Les aires de jeux sont effectivement fermées depuis le début du confinement. Le sujet a rapidement déclenché une certaine polémique. Tout comme pour la phase précédente du déconfinement, le gouvernement prendra cette décision dans un délai de deux semaines et sur base des chiffres actuels. Pour l'instant, cela semble bien, mais une décision sera seulement prise au conseil de gouvernement, dont le prochain a lieu mercredi, a déclaré le Premier ministre, Xavier Bettel, qui a reproché à l'opposition son opportunisme.
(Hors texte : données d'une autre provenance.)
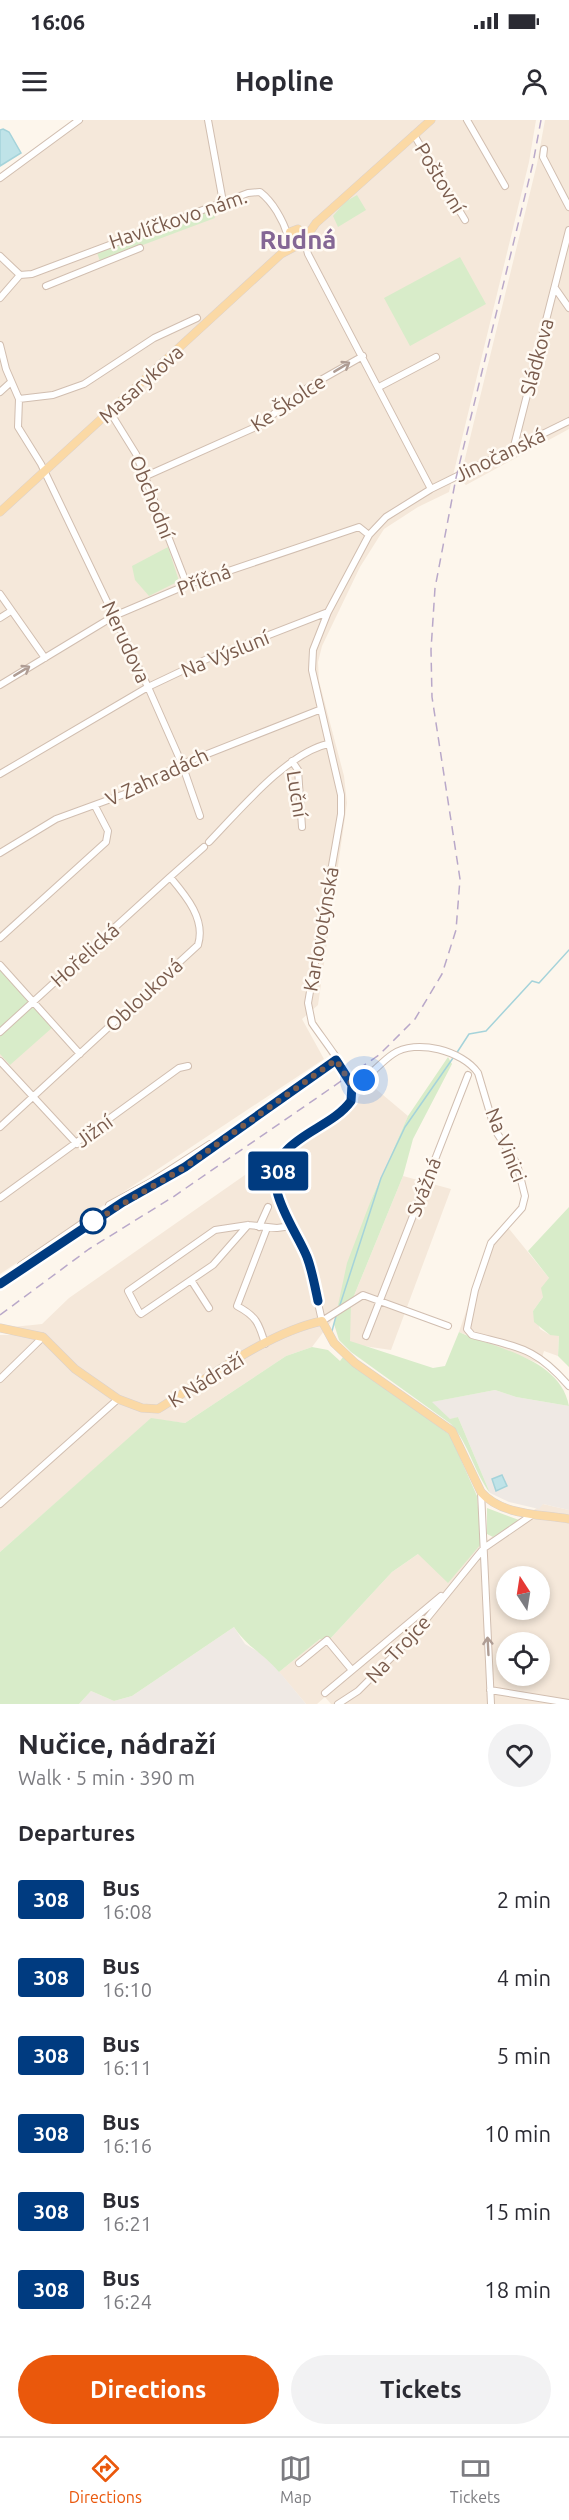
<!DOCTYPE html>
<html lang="en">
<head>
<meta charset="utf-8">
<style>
  body { margin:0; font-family:Ubuntu,sans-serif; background:#f2f2f3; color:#2b2b33; height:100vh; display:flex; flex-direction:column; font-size:22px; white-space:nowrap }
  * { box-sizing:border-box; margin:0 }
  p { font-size:20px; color:#7c7c81 }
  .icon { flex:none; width:33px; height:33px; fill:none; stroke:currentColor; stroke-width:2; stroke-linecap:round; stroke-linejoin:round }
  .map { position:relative; height:1584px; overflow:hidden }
  .side { display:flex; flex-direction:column; background:#fff; flex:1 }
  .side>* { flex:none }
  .badge { padding:0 12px; border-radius:4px; font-size:21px; line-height:39px }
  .needle { width:39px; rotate:348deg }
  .fabs { position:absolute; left:496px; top:1446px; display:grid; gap:12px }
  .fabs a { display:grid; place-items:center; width:54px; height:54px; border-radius:50%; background:#fff; box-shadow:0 3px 9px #0003; font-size:30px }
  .you { position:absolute; width:30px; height:30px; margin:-15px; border:4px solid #fff; border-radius:50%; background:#1a73e8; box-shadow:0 0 0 9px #1a73e833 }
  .map>.badge { position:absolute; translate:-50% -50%; box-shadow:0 0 0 3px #fff }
  h2 { padding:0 18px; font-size:22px; line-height:54px }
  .round { display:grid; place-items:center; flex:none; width:63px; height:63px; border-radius:32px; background:#f2f2f3 }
  .head { display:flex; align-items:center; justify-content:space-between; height:102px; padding:0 18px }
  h1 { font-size:28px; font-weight:700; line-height:45px }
  .button { display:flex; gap:12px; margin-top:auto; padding:12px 18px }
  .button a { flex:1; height:69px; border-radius:36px; background:#ea580c; color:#fff; font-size:24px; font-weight:700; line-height:69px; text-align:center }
  .button a+a { background:#f2f2f3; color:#2b2b33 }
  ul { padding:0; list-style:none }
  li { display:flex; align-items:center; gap:18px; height:78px; padding:0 18px }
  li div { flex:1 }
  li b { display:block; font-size:22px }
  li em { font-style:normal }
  li .badge { min-width:66px; font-weight:700; text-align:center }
  .status { display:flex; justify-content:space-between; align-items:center; height:42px; padding:0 30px; background:#fff; direction:ltr }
  .status svg { height:16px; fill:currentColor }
  header { display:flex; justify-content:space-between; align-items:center; height:78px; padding:0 18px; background:#fff; font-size:27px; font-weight:700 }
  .tabs { display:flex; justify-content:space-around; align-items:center; height:84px; border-top:2px solid #e1e1e2; background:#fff; font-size:16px; color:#7c7c81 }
  .tabs a { display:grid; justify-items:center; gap:3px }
  .tabs .selected { color:#ea580c }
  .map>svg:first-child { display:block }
  .residential { fill:#f5e8da; fill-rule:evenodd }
  .industrial { fill:#efe9e4 }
  .green { fill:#d8ecc9 }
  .water { fill:#bfe3e8; stroke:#a5d3da; stroke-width:1.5 }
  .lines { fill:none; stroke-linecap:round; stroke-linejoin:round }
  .stream { stroke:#a5d3da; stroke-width:1.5 }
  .minor-casing { stroke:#d1beb0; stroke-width:8 }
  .major-casing { stroke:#dad1cd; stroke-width:9 }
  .minor { stroke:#fff; stroke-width:6 }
  .major { stroke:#fbd9a5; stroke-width:8 }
  .rail { stroke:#b9a8c9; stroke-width:1.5; stroke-dasharray:9 6; stroke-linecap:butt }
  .oneway { stroke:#af9d94 }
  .line-casing { stroke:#fff; stroke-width:14 }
  .line { stroke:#003b80; stroke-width:9 }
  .walk { stroke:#7a5c4d; stroke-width:6; stroke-dasharray:0 10.8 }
  .stop-dot { fill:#fff; stroke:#003b80; stroke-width:3 }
  .labels { text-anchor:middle; stroke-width:5; stroke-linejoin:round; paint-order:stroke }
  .street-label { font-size:20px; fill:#7a5c4d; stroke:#fffaf3 }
  .district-label { font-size:26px; font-weight:bold; fill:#846695; stroke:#fffaf3 }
</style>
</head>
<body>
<div class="status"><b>16:06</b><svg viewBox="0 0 49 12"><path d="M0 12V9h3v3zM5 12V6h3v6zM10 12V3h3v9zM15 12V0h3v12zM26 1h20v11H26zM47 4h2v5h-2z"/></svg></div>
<header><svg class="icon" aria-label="menu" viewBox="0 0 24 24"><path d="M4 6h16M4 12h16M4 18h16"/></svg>Hopline<svg class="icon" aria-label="person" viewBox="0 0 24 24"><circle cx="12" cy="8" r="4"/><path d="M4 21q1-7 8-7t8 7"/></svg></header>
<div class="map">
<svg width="569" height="1584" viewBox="0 0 569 1584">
  <rect width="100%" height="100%" fill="#fdf6ec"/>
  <path class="residential" d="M79,0H536L529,42L449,372L418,387L384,409L360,447L322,526L318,542L319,561L344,656L347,683L318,885L302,899L324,939L0,1154V57Z
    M545,0H569V309L466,365L460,359L537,44Z
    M370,964L408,996L371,1080L336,1195L312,1227L286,1236L185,1303L151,1299L0,1432V1215H12L13,1207L42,1204L69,1178L265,1041L287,1044L306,1021L340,998Z
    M403,1056L451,1069L391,1230L350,1224L349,1193L351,1183Z
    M506,1105L549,1158L543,1177L533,1191L540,1209L550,1215H559L558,1236L544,1231L540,1244L459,1212L489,1124Z
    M543,1384L569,1390V1584H331L325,1577L317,1584H306L279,1552L320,1519L329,1520L392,1452L418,1434L481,1424ZM507,1456H540V1490H507ZM507,1522H540V1556H507Z"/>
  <path class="industrial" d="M495,1270L516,1277L569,1286V1390L543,1384L539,1389L509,1382L490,1373L458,1297L450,1300L431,1282Z
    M234,1507L245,1524L267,1537L306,1584H79L91,1571L114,1581L132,1576Z"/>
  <path class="green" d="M357,75L366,90L338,107L333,96L345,82Z
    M212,88L215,98L100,141L96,130Z
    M460,137L486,184L410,226L384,178Z
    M168,427L179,461L149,476L135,460L132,446Z
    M0,850L53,907L10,945L0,934Z
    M448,937L452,944L413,1019L403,1056L351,1183L350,1221L433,1248L445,1246L459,1212C496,1229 560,1238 569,1286L516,1277L495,1270L432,1282L450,1299L458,1297L490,1373C474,1352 469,1324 451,1304L351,1232L339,1220L334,1204L347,1143L371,1080L408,996Z
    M569,1087V1247L558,1236L559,1216L550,1215L534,1202L533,1191L543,1177L541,1168L549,1158L528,1131Z
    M312,1227L328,1230L340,1241L343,1237L450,1315L477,1376L481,1424L448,1463L418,1434L392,1452L329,1520L320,1519L279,1552C264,1534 248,1528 234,1507L132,1576L114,1581L91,1571L79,1584H0V1432L151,1298L185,1303L286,1236Z
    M487,1388L519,1400L493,1417L487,1414Z"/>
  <path class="water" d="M3,9L9,12L21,33L0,46V10Z
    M502,1355L507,1366L496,1371L492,1359Z"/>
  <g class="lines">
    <path class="stream" d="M456,934L469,914L486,911L532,861L539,863L569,830
      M339,1188L381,1058L405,1007L453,938
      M332,1211L336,1196"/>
    <defs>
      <path id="minor" d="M208,0L223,82
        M467,0L505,66
        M414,15L465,100
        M544,29L543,37L569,87
        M0,58L79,0
        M304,119L308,134L431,369
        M0,136L20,155
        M20,155L32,154L248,73L260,72C273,82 283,100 288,116
        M46,166L140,128
        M555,168L569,188
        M0,178L20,155
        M0,225L6,249L19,279L18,307L41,344L148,567L182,644L200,696
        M379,267L436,237
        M0,272L11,262
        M19,279L53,275L84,264L154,218L197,198
        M110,292L136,334L187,465
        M513,330L569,110
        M146,356L258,306L310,266L363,236
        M0,474L45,538
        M0,498L11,491
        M0,565L114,496L187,465L359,407L369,415
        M292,641L298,650L302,707
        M0,654L148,567L207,539L328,492
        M209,722C239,691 287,633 328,624
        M0,733L56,699L130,672L182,644L319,590
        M0,818L106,722L108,711L95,686
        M0,845L80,934
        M0,912L170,757
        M0,941L77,1024
        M352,965C370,958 378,944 393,934C416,918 463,931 478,953L495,1010L517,1044L525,1076L522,1088L491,1123L475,1170L467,1209L472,1215C520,1228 535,1227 569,1266
        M0,1007L198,825C206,799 186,776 170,757L204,727
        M0,1078L179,948L188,946
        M107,1092L109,1085L151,1062L210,1024L214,1027
        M248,1105L213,1145L141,1194L139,1192L128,1171L215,1110L248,1105L277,1108L292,1106
        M259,1107L268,1087
        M21,1145L84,1102L91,1103
        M191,1160L209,1188
        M0,1164L123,1082L174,1054L336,940
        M448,1206L363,1175L322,1201L308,1138L280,1085L277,1054L284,1032L345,988C350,983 353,978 353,971C353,956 321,917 312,903L308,883L341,694V675L312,550L313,530L328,492L369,415L386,397L431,369L569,301
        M366,1216L468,955
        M265,1224C259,1203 256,1196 237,1186L267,1108
        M0,1259L43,1217
        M481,1372L491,1584
        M0,1384L118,1279
        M299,1543L327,1520L351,1549
        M490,1570L569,1583
        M325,1573L441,1476
        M338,1584L358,1571L411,1518L484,1428L532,1395"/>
      <path id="major" d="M296,125L289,120L290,112L298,109L304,116
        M0,392L281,134L302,123L316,103L431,0
        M0,1208L43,1217L75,1249L118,1279L142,1288L158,1289C207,1259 266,1213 322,1201L334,1223L355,1243L452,1311L481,1372C502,1396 540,1394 569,1399"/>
    </defs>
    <use href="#minor" class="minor-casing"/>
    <use href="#major" class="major-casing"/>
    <use href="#minor" class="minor"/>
    <use href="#major" class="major"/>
    <path class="rail" d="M0,1195L89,1129L173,1077L379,935L415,899L442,854L456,810L460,759L432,577L431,530L435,468L456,358L533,43L541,0"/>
  </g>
  <defs><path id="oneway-shaft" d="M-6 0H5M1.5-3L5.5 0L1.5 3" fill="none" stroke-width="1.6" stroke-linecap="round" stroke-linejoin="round" transform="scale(1.5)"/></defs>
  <g class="oneway">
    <use href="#oneway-shaft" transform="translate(342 247) rotate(-31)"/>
    <use href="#oneway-shaft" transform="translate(22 551) rotate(-31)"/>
    <use href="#oneway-shaft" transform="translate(488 1526) rotate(-93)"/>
  </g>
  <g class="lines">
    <defs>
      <path id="line" d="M0,1164L123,1082L185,1047L336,940L352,965L351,981C335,1003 304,1011 286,1031C257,1062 295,1107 307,1137C312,1150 315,1167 318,1181"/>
    </defs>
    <use href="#line" class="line-casing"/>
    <use href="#line" class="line"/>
    <path class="walk" d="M93,1101L91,1103L185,1047L336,940L352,965L364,960"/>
  </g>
  <circle class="stop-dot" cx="93" cy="1101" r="12"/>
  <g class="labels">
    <g class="street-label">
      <text transform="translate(440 58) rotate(59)" y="7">Poštovní</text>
      <text transform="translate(178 99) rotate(-19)" y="7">Havlíčkovo nám.</text>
      <text transform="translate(537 237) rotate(-75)" y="7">Sládkova</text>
      <text transform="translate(141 264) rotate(-42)" y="7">Masarykova</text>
      <text transform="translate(288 283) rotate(-34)" y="7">Ke Školce</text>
      <text transform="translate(500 335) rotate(-26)" y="7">Jinočanská</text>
      <text transform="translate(152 377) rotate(68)" y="7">Obchodní</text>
      <text transform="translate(204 460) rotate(-20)" y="7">Příčná</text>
      <text transform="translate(126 522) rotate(65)" y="7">Nerudova</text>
      <text transform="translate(225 534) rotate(-22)" y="7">Na Výsluní</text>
      <text transform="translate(157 657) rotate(-25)" y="7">V Zahradách</text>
      <text transform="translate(297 674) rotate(81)" y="7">Luční</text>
      <text transform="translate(321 809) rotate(-80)" y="7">Karlovotýnská</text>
      <text transform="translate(85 835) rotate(-42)" y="7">Hořelická</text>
      <text transform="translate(144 875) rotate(-43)" y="7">Oblouková</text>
      <text transform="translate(94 1011) rotate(-36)" y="7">Jižní</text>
      <text transform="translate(506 1025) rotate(68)" y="7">Na Vinici</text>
      <text transform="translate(424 1067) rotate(-69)" y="7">Svážná</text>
      <text transform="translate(206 1260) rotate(-32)" y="7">K Nádraží</text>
      <text transform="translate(398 1529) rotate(-47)" y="7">Na Trojce</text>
    </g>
    <g class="district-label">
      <text x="298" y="129">Rudná</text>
    </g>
  </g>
</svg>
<div class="fabs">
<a><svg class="needle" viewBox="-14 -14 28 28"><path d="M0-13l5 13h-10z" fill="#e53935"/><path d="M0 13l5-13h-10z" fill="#7c7c81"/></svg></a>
<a><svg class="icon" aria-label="locate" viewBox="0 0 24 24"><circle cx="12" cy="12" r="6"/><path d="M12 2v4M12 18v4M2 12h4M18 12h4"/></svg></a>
</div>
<div class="you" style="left:364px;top:960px"></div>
<b class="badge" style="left:278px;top:1051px;background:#003b80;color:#fff">308</b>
</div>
<section class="side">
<div class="head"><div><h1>Nučice, nádraží</h1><p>Walk · 5 min · 390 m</p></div><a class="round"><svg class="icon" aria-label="heart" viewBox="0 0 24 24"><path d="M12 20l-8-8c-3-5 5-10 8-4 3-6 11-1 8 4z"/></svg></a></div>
<h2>Departures</h2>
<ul>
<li><span class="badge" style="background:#003b80;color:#fff">308</span><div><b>Bus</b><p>16:08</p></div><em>2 min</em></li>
<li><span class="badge" style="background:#003b80;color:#fff">308</span><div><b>Bus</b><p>16:10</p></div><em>4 min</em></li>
<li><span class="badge" style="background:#003b80;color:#fff">308</span><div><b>Bus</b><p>16:11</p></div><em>5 min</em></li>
<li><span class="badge" style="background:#003b80;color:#fff">308</span><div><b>Bus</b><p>16:16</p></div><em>10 min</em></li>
<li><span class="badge" style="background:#003b80;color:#fff">308</span><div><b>Bus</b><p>16:21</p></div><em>15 min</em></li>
<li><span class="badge" style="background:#003b80;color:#fff">308</span><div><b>Bus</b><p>16:24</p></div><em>18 min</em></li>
</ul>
<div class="button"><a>Directions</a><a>Tickets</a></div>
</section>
<nav class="tabs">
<a class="selected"><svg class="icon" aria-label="directions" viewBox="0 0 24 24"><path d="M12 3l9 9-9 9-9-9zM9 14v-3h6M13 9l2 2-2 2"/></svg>Directions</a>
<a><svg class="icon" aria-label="map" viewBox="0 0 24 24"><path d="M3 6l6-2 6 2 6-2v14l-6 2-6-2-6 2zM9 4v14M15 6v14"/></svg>Map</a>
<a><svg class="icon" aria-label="tickets" viewBox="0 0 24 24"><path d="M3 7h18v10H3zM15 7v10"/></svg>Tickets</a>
</nav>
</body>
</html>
"...S'agit-il du sujet lui-même? Ou s'agit-il uniquement de pouvoir dire, grâce au CSV, les aires de jeux sont rouvertes? Je peux juste vous dire que ce n'est ni à cause, ni grâce au CSV que les aires de jeux rouvriront."
C'est précisément ce même opportunisme que l'opposition a reproché au gouvernement.
"C'est donc très clair: il s'agit seulement pour le gouvernement de pouvoir décider demain et ensuite de proclamer à la nation qu'ils l'ont fait. Venez, en tant que Parlement, nous reprenons le pouvoir, qui nous appartient, et nous votons aujourd'hui cette motion et nous l'adoptons," s'est notamment écrié le député ADR, Gast Gibéryen, mardi à la Chambre.
La motion a finalement été rejetée avec les voix de la majorité, 31 contre 29.
De nombreux pays ont déjà lancé, ou se préparent à le faire, une application de traçage, comme le système "StopCovid" en France.
Ces applications de traçage ont pour objectif d'aider à interrompre le plus rapidement possible les chaînes de contamination au Covid-19. Au début de la crise, le gouvernement luxembourgeois s'est montré sceptique à l'égard de cette méthode et a privilégié jusqu'à présent le traçage analogique. Le CSV a demandé mardi un changement de paradigme en ce domaine.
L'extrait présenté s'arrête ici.